» RECORDS PROVIDED
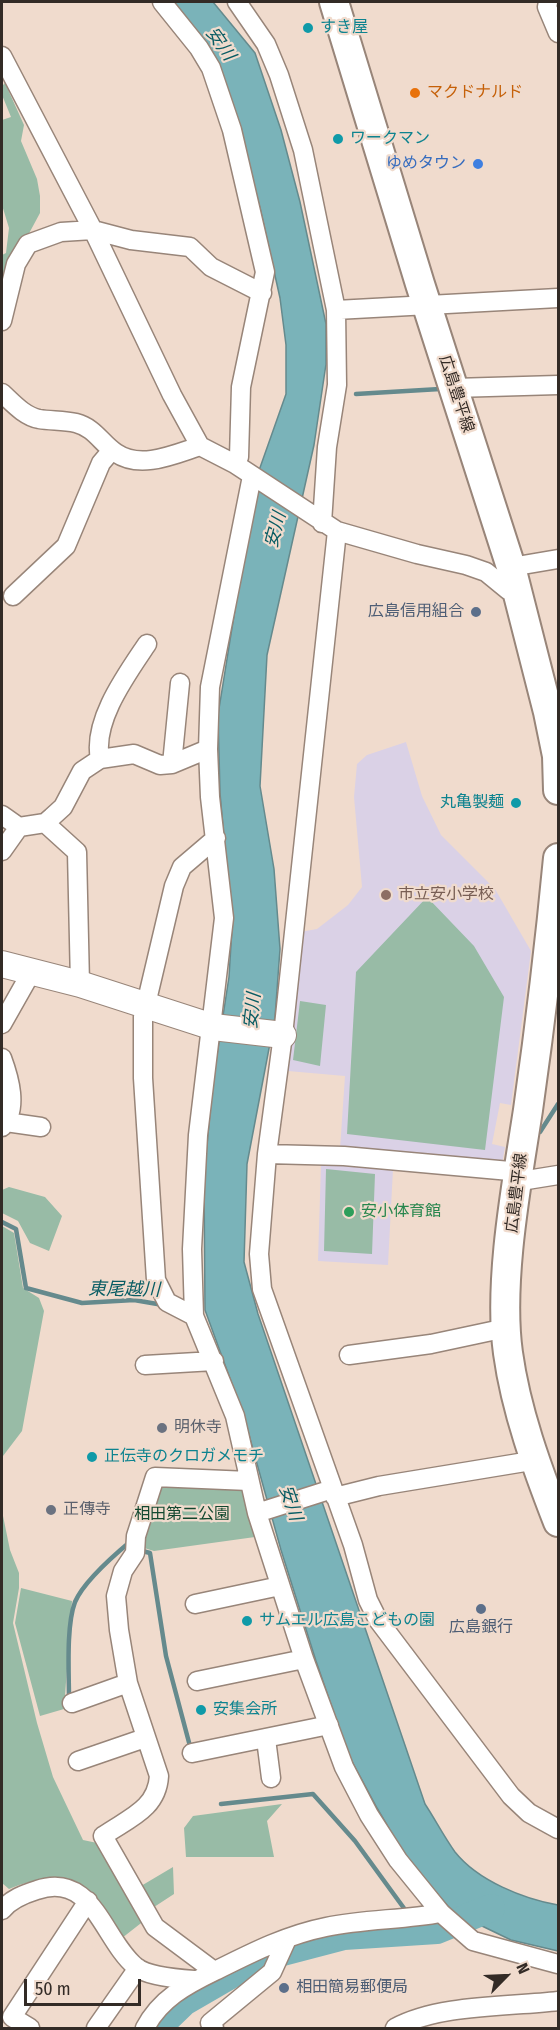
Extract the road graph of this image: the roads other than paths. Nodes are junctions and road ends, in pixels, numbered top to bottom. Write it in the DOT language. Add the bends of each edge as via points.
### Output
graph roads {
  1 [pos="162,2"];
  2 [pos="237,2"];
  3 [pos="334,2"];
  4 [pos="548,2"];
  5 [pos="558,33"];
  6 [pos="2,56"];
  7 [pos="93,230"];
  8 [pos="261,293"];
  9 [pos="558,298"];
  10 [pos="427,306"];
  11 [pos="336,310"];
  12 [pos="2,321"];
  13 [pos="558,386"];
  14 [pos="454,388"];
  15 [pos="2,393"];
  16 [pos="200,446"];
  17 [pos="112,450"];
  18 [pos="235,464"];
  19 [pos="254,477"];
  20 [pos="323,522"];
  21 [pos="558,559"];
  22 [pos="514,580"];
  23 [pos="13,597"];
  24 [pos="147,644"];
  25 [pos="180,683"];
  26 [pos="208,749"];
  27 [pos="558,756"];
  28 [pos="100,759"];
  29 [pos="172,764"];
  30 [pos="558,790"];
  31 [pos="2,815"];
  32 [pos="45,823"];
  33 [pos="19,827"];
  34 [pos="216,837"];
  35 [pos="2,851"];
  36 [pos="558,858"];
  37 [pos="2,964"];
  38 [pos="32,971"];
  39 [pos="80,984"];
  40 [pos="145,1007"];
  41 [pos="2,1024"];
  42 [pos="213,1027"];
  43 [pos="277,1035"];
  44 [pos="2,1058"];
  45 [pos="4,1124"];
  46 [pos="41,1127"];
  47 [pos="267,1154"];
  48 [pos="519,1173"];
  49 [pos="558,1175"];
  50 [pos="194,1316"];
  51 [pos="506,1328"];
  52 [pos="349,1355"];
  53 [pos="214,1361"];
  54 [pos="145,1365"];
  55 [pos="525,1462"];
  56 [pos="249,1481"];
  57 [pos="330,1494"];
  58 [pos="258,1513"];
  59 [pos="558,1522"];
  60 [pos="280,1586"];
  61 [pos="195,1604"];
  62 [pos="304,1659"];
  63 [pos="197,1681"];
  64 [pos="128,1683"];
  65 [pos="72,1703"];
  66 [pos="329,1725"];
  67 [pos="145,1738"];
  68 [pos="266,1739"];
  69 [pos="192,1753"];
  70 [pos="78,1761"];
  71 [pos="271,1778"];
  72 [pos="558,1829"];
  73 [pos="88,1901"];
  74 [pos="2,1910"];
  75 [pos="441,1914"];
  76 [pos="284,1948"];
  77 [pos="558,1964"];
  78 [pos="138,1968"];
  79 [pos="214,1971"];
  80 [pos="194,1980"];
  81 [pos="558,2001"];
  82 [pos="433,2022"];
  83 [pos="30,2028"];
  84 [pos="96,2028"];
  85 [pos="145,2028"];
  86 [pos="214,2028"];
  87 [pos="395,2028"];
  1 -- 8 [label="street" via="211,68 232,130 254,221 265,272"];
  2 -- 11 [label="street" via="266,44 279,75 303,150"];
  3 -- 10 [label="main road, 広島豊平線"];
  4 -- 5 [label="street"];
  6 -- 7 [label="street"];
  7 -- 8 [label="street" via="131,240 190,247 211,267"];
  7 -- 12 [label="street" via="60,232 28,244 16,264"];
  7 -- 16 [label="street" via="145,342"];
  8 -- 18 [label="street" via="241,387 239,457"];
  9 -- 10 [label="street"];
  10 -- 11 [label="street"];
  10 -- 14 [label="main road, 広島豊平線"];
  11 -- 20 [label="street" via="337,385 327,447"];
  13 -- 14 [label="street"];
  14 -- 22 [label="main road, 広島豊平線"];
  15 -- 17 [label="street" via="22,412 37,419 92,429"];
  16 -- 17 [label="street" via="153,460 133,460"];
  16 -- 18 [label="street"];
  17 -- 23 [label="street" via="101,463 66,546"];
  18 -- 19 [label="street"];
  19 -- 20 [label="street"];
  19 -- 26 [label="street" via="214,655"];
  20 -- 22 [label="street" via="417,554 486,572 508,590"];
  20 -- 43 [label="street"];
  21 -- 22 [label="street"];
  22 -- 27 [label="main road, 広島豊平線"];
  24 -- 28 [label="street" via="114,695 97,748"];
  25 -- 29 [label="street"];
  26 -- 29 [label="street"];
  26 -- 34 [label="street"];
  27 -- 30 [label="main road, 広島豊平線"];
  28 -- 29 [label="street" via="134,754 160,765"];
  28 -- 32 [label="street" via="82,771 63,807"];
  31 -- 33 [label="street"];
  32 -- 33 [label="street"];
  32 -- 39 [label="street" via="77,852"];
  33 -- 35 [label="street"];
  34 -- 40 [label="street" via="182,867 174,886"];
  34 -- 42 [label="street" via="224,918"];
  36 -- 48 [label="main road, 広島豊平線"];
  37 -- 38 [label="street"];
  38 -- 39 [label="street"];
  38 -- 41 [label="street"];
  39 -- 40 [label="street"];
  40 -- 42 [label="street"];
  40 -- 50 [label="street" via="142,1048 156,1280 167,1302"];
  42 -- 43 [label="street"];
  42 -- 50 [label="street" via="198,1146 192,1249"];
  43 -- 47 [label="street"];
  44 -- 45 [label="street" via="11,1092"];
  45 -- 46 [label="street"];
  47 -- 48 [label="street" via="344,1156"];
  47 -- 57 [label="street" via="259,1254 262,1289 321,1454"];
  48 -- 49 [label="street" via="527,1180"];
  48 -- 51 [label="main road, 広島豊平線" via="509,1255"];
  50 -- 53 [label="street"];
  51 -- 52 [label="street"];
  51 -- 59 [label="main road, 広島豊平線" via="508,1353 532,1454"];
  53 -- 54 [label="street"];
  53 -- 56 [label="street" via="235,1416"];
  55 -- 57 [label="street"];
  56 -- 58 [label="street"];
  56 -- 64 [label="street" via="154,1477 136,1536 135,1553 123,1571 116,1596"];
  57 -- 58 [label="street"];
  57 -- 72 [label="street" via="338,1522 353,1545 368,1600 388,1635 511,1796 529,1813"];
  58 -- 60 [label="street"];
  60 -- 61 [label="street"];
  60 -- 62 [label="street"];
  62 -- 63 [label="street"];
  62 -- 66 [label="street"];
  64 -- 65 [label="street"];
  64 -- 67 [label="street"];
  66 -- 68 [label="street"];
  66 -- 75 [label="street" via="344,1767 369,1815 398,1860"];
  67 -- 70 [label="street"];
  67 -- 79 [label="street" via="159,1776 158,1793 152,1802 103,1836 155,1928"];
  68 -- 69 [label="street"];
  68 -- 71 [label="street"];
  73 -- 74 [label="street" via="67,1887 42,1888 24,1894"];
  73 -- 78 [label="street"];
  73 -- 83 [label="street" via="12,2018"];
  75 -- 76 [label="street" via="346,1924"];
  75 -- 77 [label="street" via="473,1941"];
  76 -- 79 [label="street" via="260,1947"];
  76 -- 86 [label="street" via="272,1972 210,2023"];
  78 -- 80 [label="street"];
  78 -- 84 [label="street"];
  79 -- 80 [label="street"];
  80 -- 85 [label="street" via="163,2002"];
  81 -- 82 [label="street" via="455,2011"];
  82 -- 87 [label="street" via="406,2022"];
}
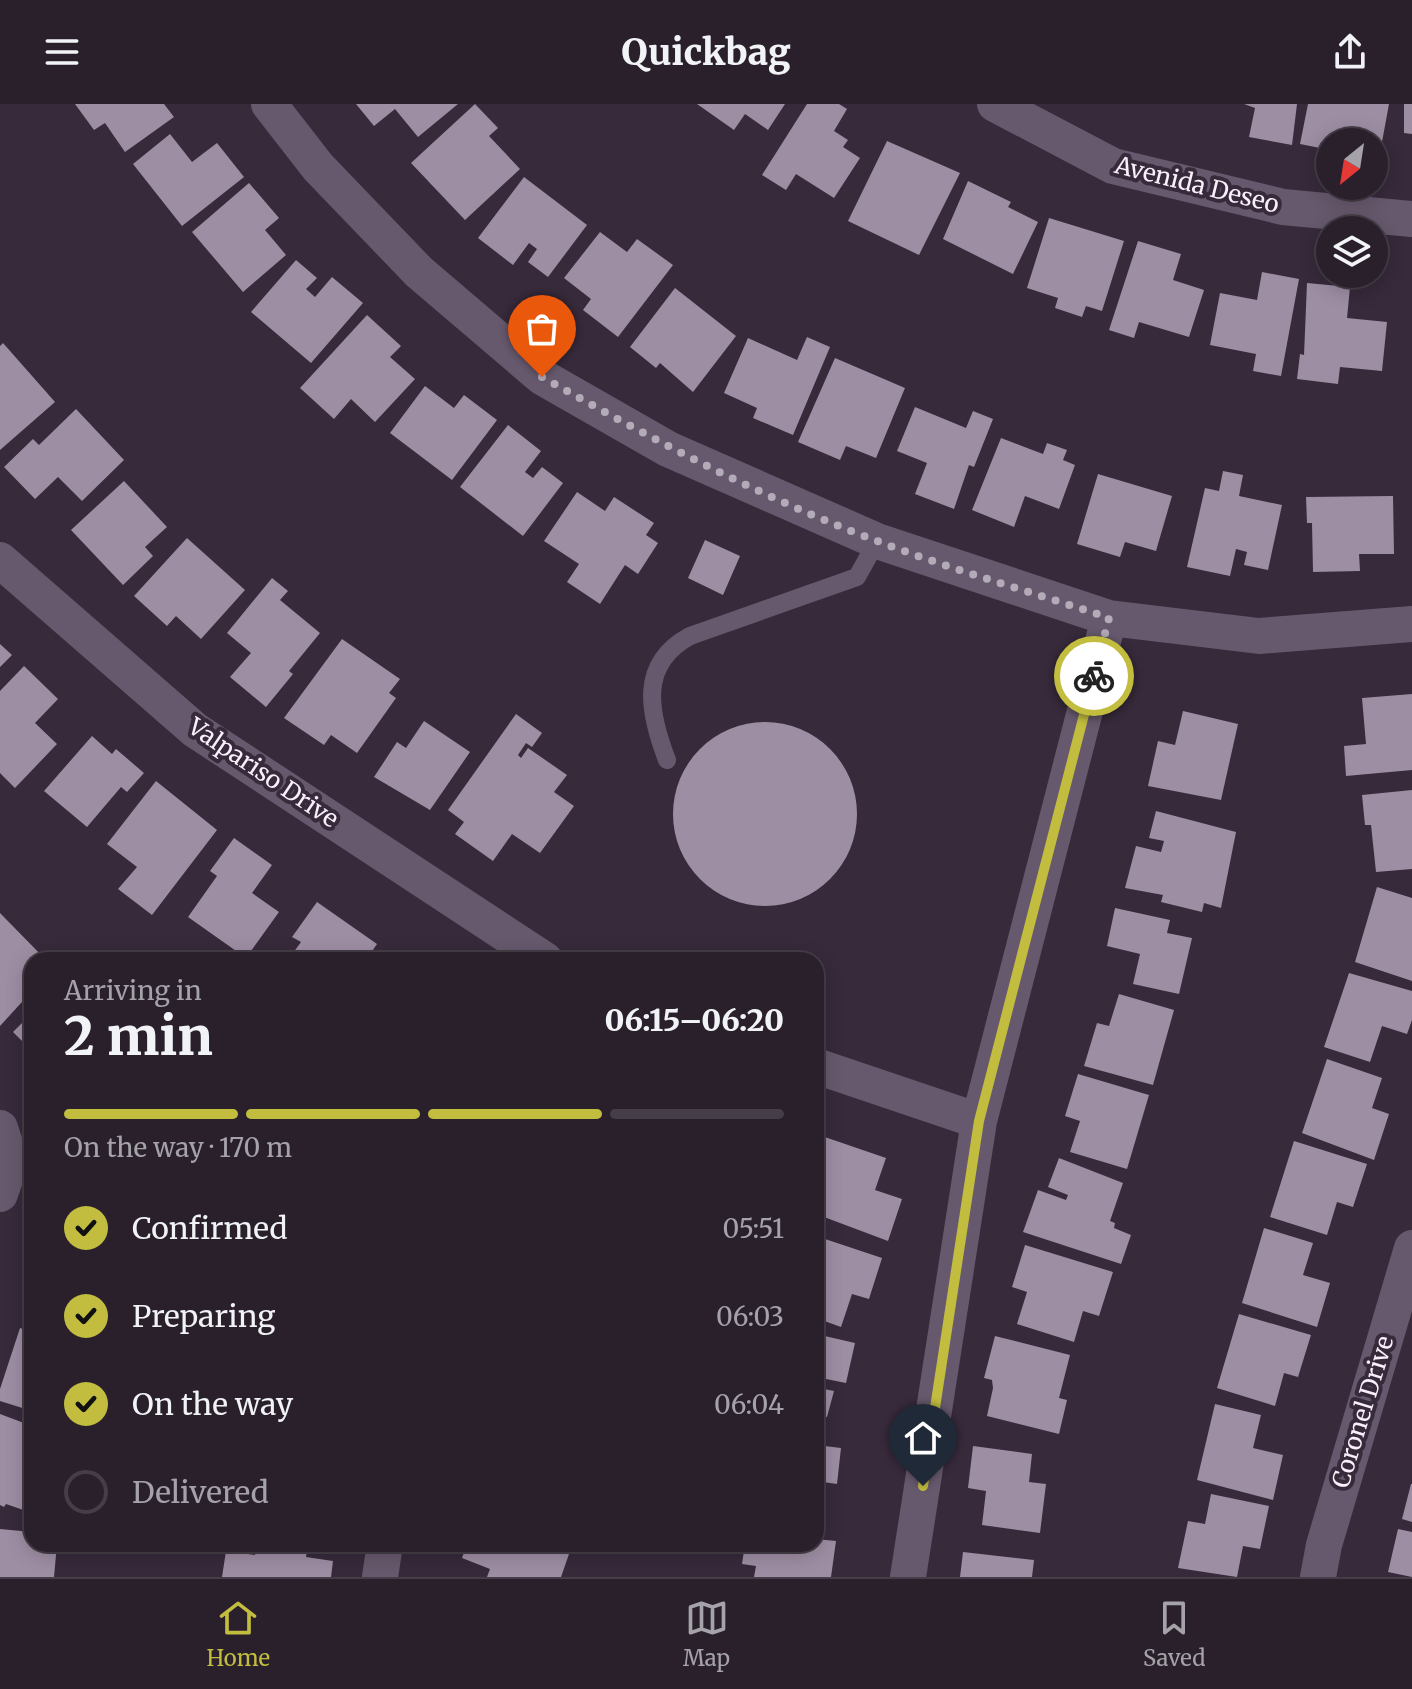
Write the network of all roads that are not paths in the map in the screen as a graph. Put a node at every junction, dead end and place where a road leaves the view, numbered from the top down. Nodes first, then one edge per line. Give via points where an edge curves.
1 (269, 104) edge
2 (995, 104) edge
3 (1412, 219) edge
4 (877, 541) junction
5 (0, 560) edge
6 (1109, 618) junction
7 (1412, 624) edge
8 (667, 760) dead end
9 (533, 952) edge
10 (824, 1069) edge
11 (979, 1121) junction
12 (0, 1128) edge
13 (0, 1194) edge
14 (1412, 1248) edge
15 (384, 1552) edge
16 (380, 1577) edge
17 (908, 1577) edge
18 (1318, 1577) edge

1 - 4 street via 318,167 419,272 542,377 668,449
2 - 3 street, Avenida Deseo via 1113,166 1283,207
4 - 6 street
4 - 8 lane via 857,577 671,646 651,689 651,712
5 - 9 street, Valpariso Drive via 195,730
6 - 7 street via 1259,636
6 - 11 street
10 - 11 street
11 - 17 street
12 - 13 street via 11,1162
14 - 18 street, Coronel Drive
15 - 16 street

* * *

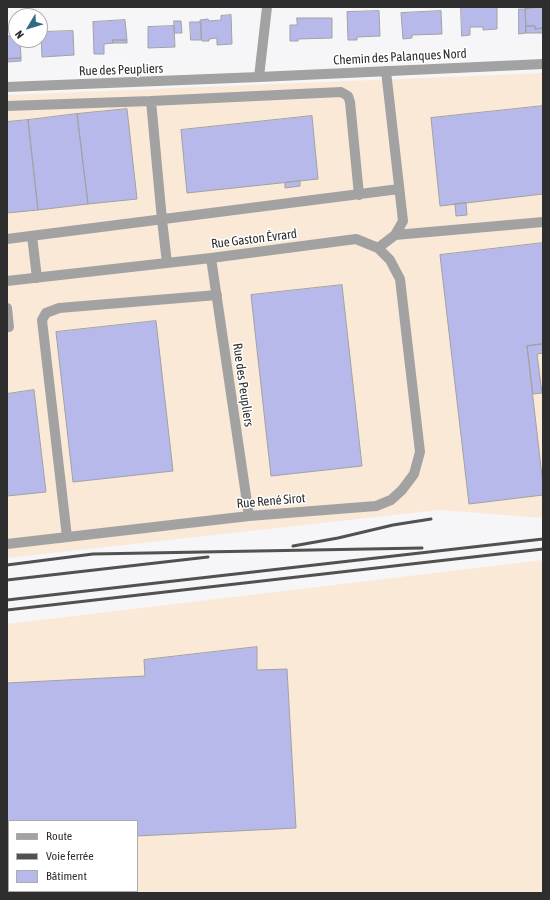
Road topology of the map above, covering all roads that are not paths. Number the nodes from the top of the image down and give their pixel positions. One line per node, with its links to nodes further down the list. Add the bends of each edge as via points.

» TASK REQUIREMENTS
Look through the entries above. Copy each line in which the string "image" occurs.

» RESULT OF THE TASK
Extract the road graph of this image: the roads other than paths. Nodes are junctions and road ends, in pixels, numbered top to bottom. Write it in the DOT language. Add the bends of each edge as via points.
Road topology of the map above, covering all roads that are not paths. Number the nodes from the top of the image down and give their pixel positions. One line per node, with its links to nodes further down the list. Add the bends of each edge as via points.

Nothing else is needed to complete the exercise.